# ACTIVITY:
Would you reproduce the listing exactly, leaving nothing out?

# TASK INPUTS:
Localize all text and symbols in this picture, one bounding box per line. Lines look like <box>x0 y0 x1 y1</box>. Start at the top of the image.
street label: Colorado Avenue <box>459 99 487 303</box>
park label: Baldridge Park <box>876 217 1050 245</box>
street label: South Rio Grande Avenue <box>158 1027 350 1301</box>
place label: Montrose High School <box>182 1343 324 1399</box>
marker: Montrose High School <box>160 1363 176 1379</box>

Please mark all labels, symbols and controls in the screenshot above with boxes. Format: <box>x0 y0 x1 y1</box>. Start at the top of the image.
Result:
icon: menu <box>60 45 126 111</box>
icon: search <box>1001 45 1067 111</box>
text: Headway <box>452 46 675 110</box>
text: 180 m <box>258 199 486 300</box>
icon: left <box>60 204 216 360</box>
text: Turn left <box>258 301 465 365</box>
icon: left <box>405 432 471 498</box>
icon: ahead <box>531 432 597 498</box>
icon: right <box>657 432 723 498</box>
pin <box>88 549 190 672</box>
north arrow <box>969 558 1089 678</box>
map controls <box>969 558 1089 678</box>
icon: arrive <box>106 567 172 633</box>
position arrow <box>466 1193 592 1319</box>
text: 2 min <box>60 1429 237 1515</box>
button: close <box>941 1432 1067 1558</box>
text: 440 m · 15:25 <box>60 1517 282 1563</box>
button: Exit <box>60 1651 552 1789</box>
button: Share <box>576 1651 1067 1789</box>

# TASK OUTPUT:
Localize all text and symbols in this picture, one bounding box per line. Lines look like <box>x0 y0 x1 y1</box>. Start at the top of the image.
street label: Colorado Avenue <box>459 99 487 303</box>
park label: Baldridge Park <box>876 217 1050 245</box>
street label: South Rio Grande Avenue <box>158 1027 350 1301</box>
place label: Montrose High School <box>182 1343 324 1399</box>
marker: Montrose High School <box>160 1363 176 1379</box>

Please mark all labels, symbols and controls in the screenshot above with boxes. Format: <box>x0 y0 x1 y1</box>. Start at the top of the image.
Result:
icon: menu <box>60 45 126 111</box>
icon: search <box>1001 45 1067 111</box>
text: Headway <box>452 46 675 110</box>
text: 180 m <box>258 199 486 300</box>
icon: left <box>60 204 216 360</box>
text: Turn left <box>258 301 465 365</box>
icon: left <box>405 432 471 498</box>
icon: ahead <box>531 432 597 498</box>
icon: right <box>657 432 723 498</box>
pin <box>88 549 190 672</box>
north arrow <box>969 558 1089 678</box>
map controls <box>969 558 1089 678</box>
icon: arrive <box>106 567 172 633</box>
position arrow <box>466 1193 592 1319</box>
text: 2 min <box>60 1429 237 1515</box>
button: close <box>941 1432 1067 1558</box>
text: 440 m · 15:25 <box>60 1517 282 1563</box>
button: Exit <box>60 1651 552 1789</box>
button: Share <box>576 1651 1067 1789</box>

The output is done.